Yan Huang, Dong Yu, Yifan Gong, and Chaojun Liu
We present our study on semi-supervised Gaussian mixture model (GMM) hidden Markov model (HMM) and deep neural network (DNN) HMM acoustic model training. We analyze the impact of transcription quality and data sampling approach on the performance of the resulting model, and propose a multisystem combination and confidence re-calibration approach to improve the transcription inference and data selection. Compared to using a single system recognition result and confidence score, our proposed approach reduces the phone error rate of the inferred transcription by 23.8% relatively when top 60% of data are selected.
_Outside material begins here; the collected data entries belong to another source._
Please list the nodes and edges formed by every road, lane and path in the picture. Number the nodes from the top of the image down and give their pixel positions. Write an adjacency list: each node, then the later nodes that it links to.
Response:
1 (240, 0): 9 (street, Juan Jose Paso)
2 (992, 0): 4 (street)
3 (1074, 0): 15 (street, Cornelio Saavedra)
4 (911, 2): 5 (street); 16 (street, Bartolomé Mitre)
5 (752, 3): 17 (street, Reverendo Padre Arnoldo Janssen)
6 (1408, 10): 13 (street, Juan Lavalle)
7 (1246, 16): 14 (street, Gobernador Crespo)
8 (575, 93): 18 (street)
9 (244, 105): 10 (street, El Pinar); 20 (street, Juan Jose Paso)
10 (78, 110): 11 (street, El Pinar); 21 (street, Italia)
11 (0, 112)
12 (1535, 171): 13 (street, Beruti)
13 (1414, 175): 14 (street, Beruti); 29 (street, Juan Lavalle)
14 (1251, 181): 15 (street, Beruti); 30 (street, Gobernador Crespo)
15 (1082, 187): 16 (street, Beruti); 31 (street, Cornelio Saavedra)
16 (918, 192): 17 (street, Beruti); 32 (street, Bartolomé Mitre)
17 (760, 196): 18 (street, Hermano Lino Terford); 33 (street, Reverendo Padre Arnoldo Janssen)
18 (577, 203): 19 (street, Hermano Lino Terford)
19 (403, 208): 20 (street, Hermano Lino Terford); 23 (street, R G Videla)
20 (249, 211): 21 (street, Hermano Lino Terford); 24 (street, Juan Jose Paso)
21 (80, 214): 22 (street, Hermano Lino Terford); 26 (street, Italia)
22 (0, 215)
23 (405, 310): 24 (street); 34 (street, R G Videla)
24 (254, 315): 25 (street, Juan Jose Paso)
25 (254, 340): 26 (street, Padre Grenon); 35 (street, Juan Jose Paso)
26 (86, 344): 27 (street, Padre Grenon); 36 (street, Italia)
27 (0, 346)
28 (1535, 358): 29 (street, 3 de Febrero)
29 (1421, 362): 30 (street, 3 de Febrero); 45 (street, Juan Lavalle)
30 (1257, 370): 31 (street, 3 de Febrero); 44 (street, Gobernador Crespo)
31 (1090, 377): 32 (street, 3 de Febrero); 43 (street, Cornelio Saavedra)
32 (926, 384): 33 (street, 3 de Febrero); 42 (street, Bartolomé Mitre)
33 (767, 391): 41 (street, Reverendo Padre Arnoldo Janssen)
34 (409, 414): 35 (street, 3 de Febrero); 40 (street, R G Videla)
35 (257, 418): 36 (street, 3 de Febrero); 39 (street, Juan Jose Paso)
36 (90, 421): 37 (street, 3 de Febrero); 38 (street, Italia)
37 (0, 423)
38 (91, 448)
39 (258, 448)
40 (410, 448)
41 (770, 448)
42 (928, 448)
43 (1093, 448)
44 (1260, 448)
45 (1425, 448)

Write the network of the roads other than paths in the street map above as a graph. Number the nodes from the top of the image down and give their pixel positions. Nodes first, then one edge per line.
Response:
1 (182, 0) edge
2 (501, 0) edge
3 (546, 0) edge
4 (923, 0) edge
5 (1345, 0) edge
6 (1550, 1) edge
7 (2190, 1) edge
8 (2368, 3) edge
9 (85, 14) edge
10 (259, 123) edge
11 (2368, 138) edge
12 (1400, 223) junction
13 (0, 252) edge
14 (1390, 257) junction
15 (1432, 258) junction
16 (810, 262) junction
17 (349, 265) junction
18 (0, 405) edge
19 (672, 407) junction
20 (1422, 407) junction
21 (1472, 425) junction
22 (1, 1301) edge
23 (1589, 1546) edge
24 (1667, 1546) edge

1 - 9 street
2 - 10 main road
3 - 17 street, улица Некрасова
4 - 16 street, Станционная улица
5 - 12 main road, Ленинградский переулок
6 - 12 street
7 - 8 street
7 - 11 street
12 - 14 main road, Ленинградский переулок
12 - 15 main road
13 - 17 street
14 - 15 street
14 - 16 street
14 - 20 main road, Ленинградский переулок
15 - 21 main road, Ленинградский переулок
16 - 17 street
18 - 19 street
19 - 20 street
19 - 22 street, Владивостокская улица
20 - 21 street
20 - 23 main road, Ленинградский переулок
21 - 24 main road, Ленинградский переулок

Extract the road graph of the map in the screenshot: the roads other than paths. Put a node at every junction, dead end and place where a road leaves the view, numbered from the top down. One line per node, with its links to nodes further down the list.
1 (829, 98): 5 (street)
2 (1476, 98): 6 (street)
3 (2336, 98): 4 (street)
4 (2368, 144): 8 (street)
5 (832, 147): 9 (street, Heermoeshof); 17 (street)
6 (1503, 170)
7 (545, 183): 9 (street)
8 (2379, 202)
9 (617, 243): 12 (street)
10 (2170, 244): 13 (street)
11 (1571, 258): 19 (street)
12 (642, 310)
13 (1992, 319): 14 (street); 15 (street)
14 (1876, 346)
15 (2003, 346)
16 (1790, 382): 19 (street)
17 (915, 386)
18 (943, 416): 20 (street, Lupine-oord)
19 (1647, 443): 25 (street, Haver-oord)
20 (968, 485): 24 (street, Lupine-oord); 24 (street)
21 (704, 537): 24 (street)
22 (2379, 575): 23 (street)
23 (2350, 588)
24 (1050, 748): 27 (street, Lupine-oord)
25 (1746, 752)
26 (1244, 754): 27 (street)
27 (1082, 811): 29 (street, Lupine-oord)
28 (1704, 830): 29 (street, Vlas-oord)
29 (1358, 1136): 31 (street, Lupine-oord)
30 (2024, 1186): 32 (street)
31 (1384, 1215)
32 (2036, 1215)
Experiments were conducted on the mobile short message dictation (SMD) task. For the GMM-HMM model, we achieved 7.2% relative word error rate reduction (WERR) against a well-trained narrow-band fMPE+bMMI system by adding 2100 hours of untranscribed data, and 28.2% relative WERR over a wide-band MLE model trained from transcribed out-of-domain voice search data after adding 10K hours of untranscribed SMD data. For the CD-DNN-HMM model, 11.7% and 15.0% relative WERRs are achieved after adding 1K hours of untranscribed data using random and importance sampling, respectively. We also found using large amount of untranscribed data for pretraining does not help.
In Interspeech 2013